Recent advancement of imaging technologies has enabled them to become more and more reliable quantitative bioanalysis tools for drug discovery and development. Information obtained from quantitative spatial analysis in study subjects, tissues samples or living cells helps researchers to gain early knowledges of drug disposition in disease relevant tissues, on and off target engagement, in situ drug metabolism, and drug inducted toxicity, which helps to select safer and more efficacious drug candidates. The quantitative capabilities of imaging technologies are added capabilities, complimentary to the traditional quantitative bioanalysis.
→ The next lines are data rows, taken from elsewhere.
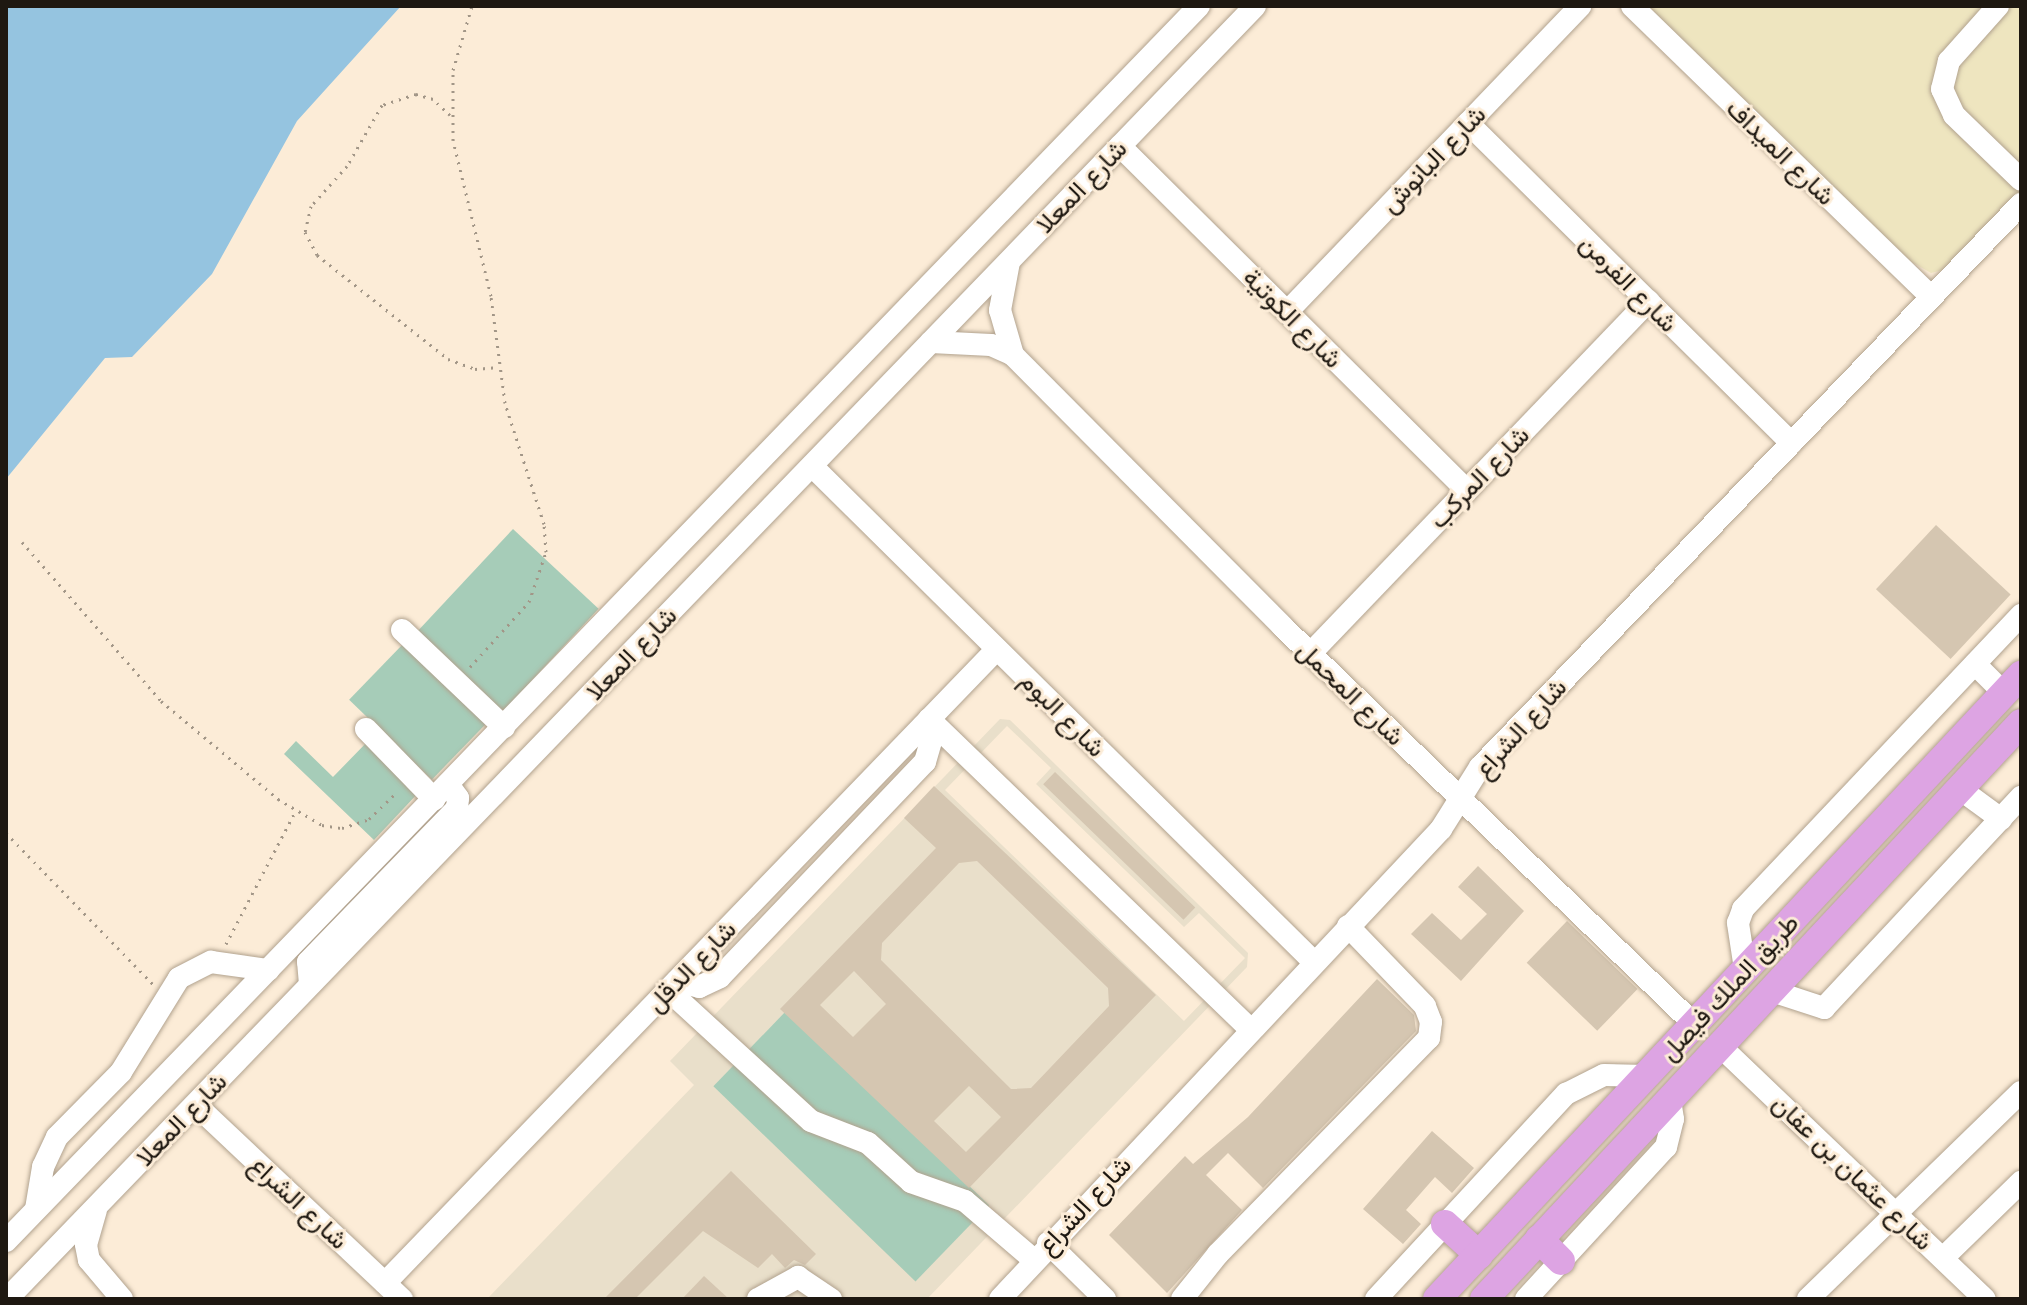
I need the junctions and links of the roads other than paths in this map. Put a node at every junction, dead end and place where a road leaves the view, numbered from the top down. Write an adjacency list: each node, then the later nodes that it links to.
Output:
1 (1199, 6): 27 (street, شارع المعلا)
2 (1255, 6): 7 (street, شارع المعلا)
3 (1580, 6): 6 (street, شارع البانوش)
4 (1632, 6): 11 (street, شارع الميداف)
5 (1998, 6): 8 (street)
6 (1468, 123): 12 (street, شارع الفرمن); 13 (street, شارع البانوش)
7 (1120, 146): 10 (street, شارع المعلا); 13 (street, شارع الكوتية)
8 (2021, 180)
9 (2021, 204): 11 (street, شارع الشراع)
10 (1009, 262): 14 (street, شارع المعلا); 15 (street, شارع المحمل)
11 (1931, 297): 16 (street, شارع الشراع)
12 (1648, 301): 16 (street, شارع الفرمن); 18 (street, شارع المركب)
13 (1287, 312): 18 (street, شارع الكوتية)
14 (931, 342): 15 (street, شارع المحمل); 17 (street, شارع المعلا)
15 (1013, 355): 22 (street, شارع المحمل)
16 (1791, 443): 32 (street, شارع الشراع)
17 (812, 466): 21 (street, شارع البوم); 42 (street, شارع المعلا)
18 (1467, 490): 22 (street, شارع المركب)
19 (2021, 615): 23 (street)
20 (402, 630): 27 (street)
21 (997, 649): 25 (street, شارع الدقل); 39 (street, شارع البوم)
22 (1310, 654): 32 (street, شارع المحمل)
23 (1975, 664): 24 (street); 40 (street)
24 (2012, 684): 36 (main road, طريق الملك فيصل)
25 (926, 723): 34 (street, شارع الدقل); 35 (street); 46 (street)
26 (2021, 723): 29 (main road, طريق الملك فيصل)
27 (504, 727): 30 (street, شارع المعلا)
28 (366, 729): 30 (street)
29 (1960, 789): 33 (street); 38 (main road, طريق الملك فيصل)
30 (441, 791): 41 (street, شارع المعلا); 42 (street)
31 (2021, 797): 33 (street)
32 (1462, 800): 37 (street, شارع الشراع); 45 (street, شارع المحمل)
33 (2001, 819): 44 (street)
34 (799, 854): 35 (street); 43 (street, شارع الدقل)
35 (820, 872): 43 (street)
36 (1811, 899): 38 (main road); 40 (main road, طريق الملك فيصل)
37 (1348, 926): 39 (street, شارع الشراع); 71 (street)
38 (1831, 927): 44 (main road, طريق الملك فيصل)
39 (1314, 962): 46 (street, شارع الشراع)
40 (1745, 969): 45 (main road, طريق الملك فيصل)
41 (268, 970): 54 (street, شارع المعلا); 54 (street)
42 (310, 984): 51 (street, شارع المعلا)
43 (673, 985): 59 (street); 63 (street, شارع الدقل)
44 (1772, 991): 47 (main road, طريق الملك فيصل)
45 (1694, 1024): 48 (main road, طريق الملك فيصل)
46 (1250, 1029): 59 (street, شارع الشراع)
47 (1720, 1046): 50 (main road, طريق الملك فيصل); 55 (street, شارع عثمان بن عفان)
48 (1646, 1076): 56 (street); 60 (main road, طريق الملك فيصل)
49 (2021, 1092): 55 (street)
50 (1670, 1100): 57 (main road, طريق الملك فيصل); 62 (street)
51 (196, 1105): 53 (street, شارع المعلا); 63 (street, شارع الشراع)
52 (2021, 1182): 61 (street)
53 (97, 1206): 64 (street, شارع المعلا); 65 (street)
54 (36, 1209): 58 (street, شارع المعلا)
55 (1894, 1212): 61 (street, شارع عثمان بن عفان); 76 (street)
56 (1445, 1224): 60 (main road); 72 (street)
57 (1539, 1239): 62 (main road); 74 (main road, طريق الملك فيصل)
58 (6, 1241)
59 (1041, 1251): 69 (street, شارع الشراع); 70 (street)
60 (1479, 1255): 73 (main road, طريق الملك فيصل)
61 (1943, 1258): 77 (street, شارع عثمان بن عفان)
62 (1561, 1261): 75 (street)
63 (385, 1283): 66 (street, شارع الشراع)
64 (7, 1299)
65 (122, 1299)
66 (402, 1299)
67 (758, 1299): 68 (street)
68 (831, 1299)
69 (1000, 1299)
70 (1105, 1299)
71 (1182, 1299)
72 (1376, 1299)
73 (1437, 1299)
74 (1484, 1299)
75 (1526, 1299)
76 (1808, 1299)
77 (1985, 1299)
  • Are you looking to cover some of these imaging technologies in detail during the session?

The session will cover three imaging technologies that are either being widely used already or having great potential in medical research: molecular imaging, immunohistochemistry (IHC) and imaging mass spectrometry. The speakers will discuss recent advances and provide case studies to highlight the power of those technologies. In addition, we will feature a talk on picosecond infrared laser (PIRL) as a scalpel, which is a novel technology that could help achieving fundamental (single cell) limits to minimally invasive surgery and biodiagnostics and potentially push the limits to ‘Make a Molecular Map of the Cell’. Molecular imaging focuses on real-time distribution of molecules of medical interest in a living body. It allows researchers to see how the body is functioning and the progress of medical treatment. IHC is used to identify the presence and location of proteins. It can be used to identify new protein biomarkers for disease progressions and potential therapeutic targets. Imaging mass spectrometry is a label-free technology. It has potential ability to reveal distributions of drugs, metabolites and biomarkers cross a tissue section with high spatial resolution, high sensitivity and high molecular specificity. While many aspects of these technologies continue to be optimized, they have shown very promising applications in drug discovery and development.

Session focusing on gene therapy

  • As gene therapy gains prominence in bioanalytical work, what are the challenges we face?

The rapid growth in gene therapy bioanalysis is causing a demand for practices and technologies (e.g., qPCR, ddPCR, FLOW) to now be implemented in regulated laboratory environments. This is challenging the pharma and CRO industries to quickly identify and develop the talent for their labs while at the same time implementing GLP, GCLP and GCP practices where none existed. Many of the gene therapies require tissue measurements to evaluate update of the therapy, especially as circulating levels frequently do not correlate well with efficacy. Companies are also faced with a limited regulatory experience with gene therapy and a total lack of bioanalytical guidance. Thinking that the various global Bioanalytical Method Guidance documents can be applied to these new technologies ignores the very practical differences and limitations in the technologies (e.g., reference standards for Flow cytometry when cell viability is very short). Adding to this are the array of types of gene therapy, many are not a single molecule (viral vectors and nanaoparticle delivery systems) and the need to measure PK, PD and immunogenicity. Lastly, many of the electronic lab notebooks, LIMS and data systems have not yet caught up with the new practices and technologies, requiring hybrid systems be used for managing the work.

  • What are the key considerations of preclinical and clinical bioanalytical studies of gene therapies?

Early decision making on the which analytes need to be measured and in what matrices is essential. For example, a gene therapy using a viral vector delivery system may require:

  • 1) prescreening patients for antibodies to the vector
  • 2) measurement of both the gene therapy (free and in the virus) and viral vector (loaded and empty) in circulation and tissues
  • 3) one or more measurements of the product of the delivered gene (mRNA, protein)
  • 4) a disease biomarker and
  • 5) immunogenicity assays for the viral vector and gene payload.

Many of these are not simple assays to develop, thus early decisions enable bioanalytical scientists time to have the assays in place for preclinical and clinical study starts.